Now, looking back on this almost 20 years later, I reflect on the power of words in both creating the anxiety, and in alleviating it. Somehow I had internalised the punitive, moralistic diktats that surrounded child bearing and rearing. Everyone was an expert (except me), and in my novice state, I listened to them, instead of to myself. I treated motherhood as if it were another professional role, missing the point that it is the antithesis to targets and action and achievement. My lovely GP gave me permission to relax, to listen to my body and my heart, to block out the legions of “experts” and to be guided by my baby. To forget the impetus to ‘do’ and for once in my life to just ‘be.’
As I face another major life event, that of semi retirement, I recall this advice with gratitude. After a lifetime of doing, maybe it is time to just ‘be’ again for a while. I look around me and see people – irrespective of background, culture, gender or pay grade, also pushing themselves as I did that Autumn, in pursuit of what? A vision of perfection that does not exist? A need to be better than the next person, for fear we will be dispensed with? So many of us, hamsters on a wheel, running faster and faster and getting where?
And I wonder is it competition really that drives us? Or fear that we are all imposters. That everyone else is better, more able, more liked, indispensible.

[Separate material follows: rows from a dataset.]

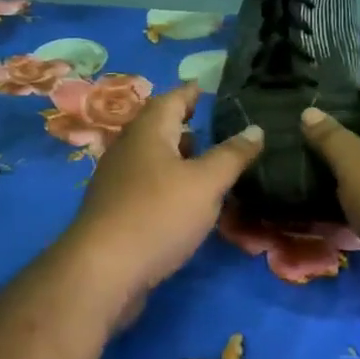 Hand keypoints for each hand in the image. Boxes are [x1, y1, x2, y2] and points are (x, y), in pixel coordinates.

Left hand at [61, 82, 263, 330]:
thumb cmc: (158, 215)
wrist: (103, 271)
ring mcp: (117, 180)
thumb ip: (232, 155)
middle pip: (157, 127)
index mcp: (148, 131)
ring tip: (205, 161)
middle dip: (183, 124)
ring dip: (176, 156)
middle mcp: (128, 148)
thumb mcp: (206, 183)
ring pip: (152, 157)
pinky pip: (146, 184)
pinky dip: (168, 182)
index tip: (207, 86)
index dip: (191, 92)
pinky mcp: (115, 210)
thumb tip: (256, 129)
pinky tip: (185, 200)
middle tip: (211, 124)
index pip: (172, 98) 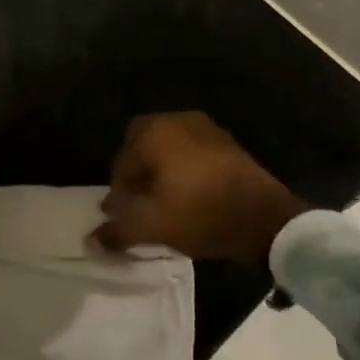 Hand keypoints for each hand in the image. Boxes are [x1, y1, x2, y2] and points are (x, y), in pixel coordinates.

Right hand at [93, 112, 305, 264]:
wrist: (266, 218)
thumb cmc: (202, 214)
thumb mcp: (153, 227)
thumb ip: (118, 230)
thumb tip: (93, 238)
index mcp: (155, 132)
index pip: (121, 162)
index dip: (118, 192)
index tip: (123, 216)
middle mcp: (177, 120)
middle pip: (141, 144)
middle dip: (136, 171)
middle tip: (140, 202)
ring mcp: (205, 127)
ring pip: (168, 145)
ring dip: (160, 168)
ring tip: (164, 201)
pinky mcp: (226, 142)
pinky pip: (191, 150)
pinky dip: (183, 167)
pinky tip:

How often are we told we are good, kind, nice? We may hear it about others, and when we do, how often does it trigger that sneaky question in our head, that they are better than we are? And that weakens us. Takes us away from what our real focus is. Why can’t we just be who we are, do what we do, value each other for our individuality, and ditch the comparisons? We are all different. With unique contributions. Let’s love that, love each other and remember life is not a race, nor a competition.